Can you print the data exactly and leave out each image?

The input
☆ ☆ ☆ ☆ ☆ ☆ ☆
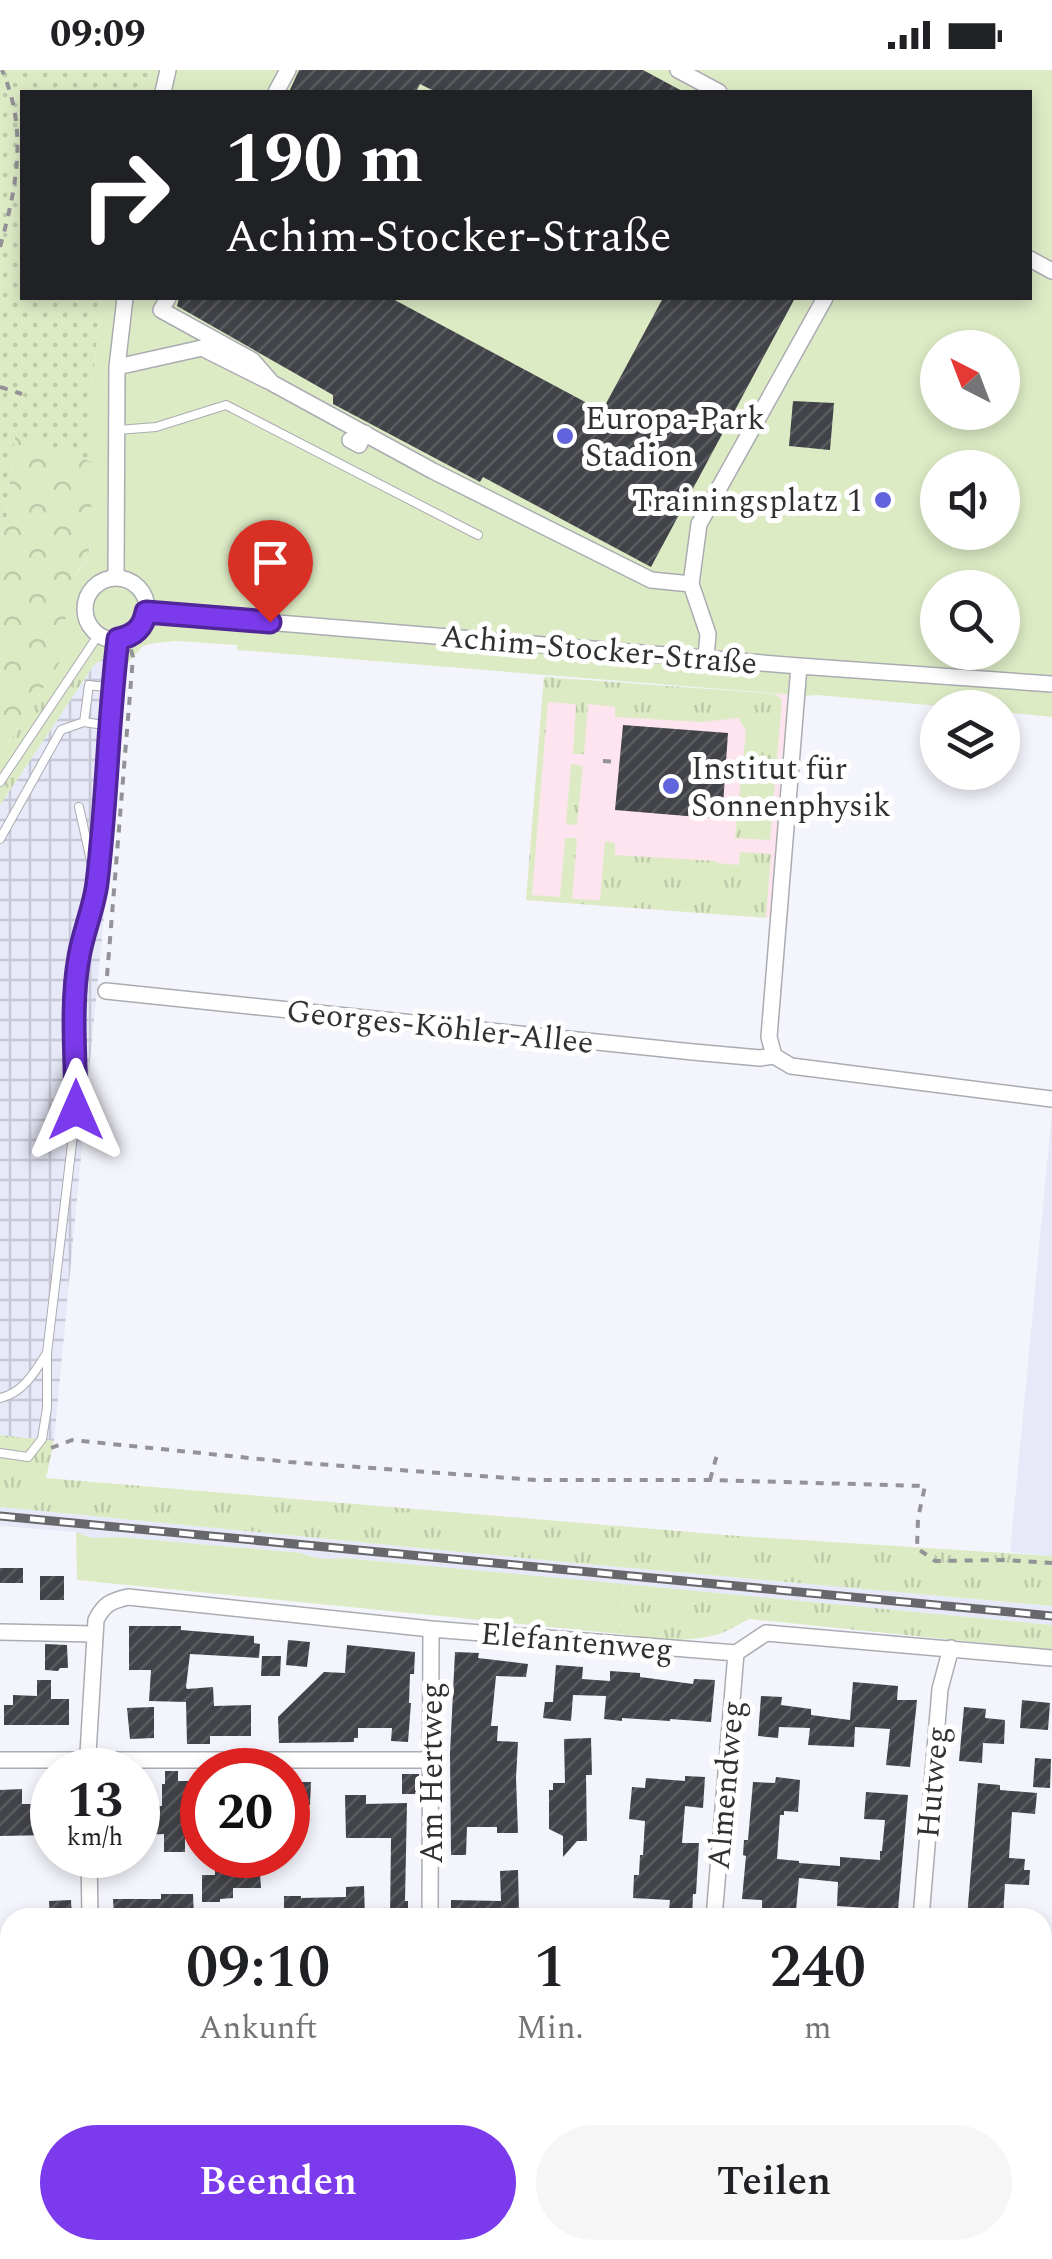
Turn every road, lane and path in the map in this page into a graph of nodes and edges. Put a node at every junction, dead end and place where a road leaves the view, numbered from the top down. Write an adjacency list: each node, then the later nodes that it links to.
1 (2, 70): 4 (path)
2 (678, 70): 3 (street)
3 (715, 90)
4 (0, 247)
5 (125, 300): 8 (street)
6 (824, 300): 15 (street)
7 (159, 308): 9 (street)
8 (117, 367): 9 (street); 12 (street)
9 (272, 383): 15 (street)
10 (0, 387): 11 (path)
11 (22, 394)
12 (116, 430): 13 (lane); 14 (street)
13 (478, 536)
14 (116, 578): 16 (street); 17 (street)
15 (691, 584): 19 (street)
16 (146, 612): 18 (street); 19 (street, Achim-Stocker-Straße)
17 (99, 634): 18 (street); 27 (lane)
18 (122, 638): 22 (lane); 31 (path)
19 (706, 657): 20 (street, Achim-Stocker-Straße)
20 (799, 666): 21 (street, Achim-Stocker-Straße); 32 (street)
21 (1052, 684)
22 (112, 688): 23 (lane); 24 (lane)
23 (84, 722): 24 (lane); 29 (lane)
24 (110, 726): 30 (lane)
25 (603, 760): 26 (path)
26 (620, 762)
27 (0, 782)
28 (79, 807): 30 (lane)
29 (0, 838)
30 (97, 889): 34 (lane)
31 (106, 991): 32 (street, Georges-Köhler-Allee)
32 (774, 1056): 33 (street)
33 (1052, 1098)
34 (47, 1353): 35 (lane); 38 (lane)
35 (0, 1398)
36 (718, 1451): 39 (path)
37 (0, 1453): 38 (lane)
38 (28, 1457): 39 (path)
39 (710, 1480): 40 (path)
40 (1052, 1563)
41 (431, 1629): 43 (street, Elefantenweg); 45 (street, Elefantenweg); 49 (street, Am Hertweg)
42 (0, 1632): 43 (street)
43 (94, 1634): 47 (street)
44 (951, 1648): 45 (street, Elefantenweg); 46 (street, Elefantenweg); 56 (street, Hutweg)
45 (736, 1653): 55 (street, Almendweg)
46 (1052, 1658)
47 (88, 1748)
48 (0, 1760): 50 (street)
49 (431, 1760): 51 (street); 54 (street, Am Hertweg)
50 (30, 1762)
51 (160, 1764)
52 (89, 1878): 53 (street)
53 (90, 1908)
54 (430, 1908)
55 (715, 1908)
56 (923, 1908)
☆ ☆ ☆ ☆ ☆ ☆ ☆
Task response
Turn every road, lane and path in the map in this page into a graph of nodes and edges. Put a node at every junction, dead end and place where a road leaves the view, numbered from the top down. Write an adjacency list: each node, then the later nodes that it links to.
1 (2, 70): 4 (path)
2 (678, 70): 3 (street)
3 (715, 90)
4 (0, 247)
5 (125, 300): 8 (street)
6 (824, 300): 15 (street)
7 (159, 308): 9 (street)
8 (117, 367): 9 (street); 12 (street)
9 (272, 383): 15 (street)
10 (0, 387): 11 (path)
11 (22, 394)
12 (116, 430): 13 (lane); 14 (street)
13 (478, 536)
14 (116, 578): 16 (street); 17 (street)
15 (691, 584): 19 (street)
16 (146, 612): 18 (street); 19 (street, Achim-Stocker-Straße)
17 (99, 634): 18 (street); 27 (lane)
18 (122, 638): 22 (lane); 31 (path)
19 (706, 657): 20 (street, Achim-Stocker-Straße)
20 (799, 666): 21 (street, Achim-Stocker-Straße); 32 (street)
21 (1052, 684)
22 (112, 688): 23 (lane); 24 (lane)
23 (84, 722): 24 (lane); 29 (lane)
24 (110, 726): 30 (lane)
25 (603, 760): 26 (path)
26 (620, 762)
27 (0, 782)
28 (79, 807): 30 (lane)
29 (0, 838)
30 (97, 889): 34 (lane)
31 (106, 991): 32 (street, Georges-Köhler-Allee)
32 (774, 1056): 33 (street)
33 (1052, 1098)
34 (47, 1353): 35 (lane); 38 (lane)
35 (0, 1398)
36 (718, 1451): 39 (path)
37 (0, 1453): 38 (lane)
38 (28, 1457): 39 (path)
39 (710, 1480): 40 (path)
40 (1052, 1563)
41 (431, 1629): 43 (street, Elefantenweg); 45 (street, Elefantenweg); 49 (street, Am Hertweg)
42 (0, 1632): 43 (street)
43 (94, 1634): 47 (street)
44 (951, 1648): 45 (street, Elefantenweg); 46 (street, Elefantenweg); 56 (street, Hutweg)
45 (736, 1653): 55 (street, Almendweg)
46 (1052, 1658)
47 (88, 1748)
48 (0, 1760): 50 (street)
49 (431, 1760): 51 (street); 54 (street, Am Hertweg)
50 (30, 1762)
51 (160, 1764)
52 (89, 1878): 53 (street)
53 (90, 1908)
54 (430, 1908)
55 (715, 1908)
56 (923, 1908)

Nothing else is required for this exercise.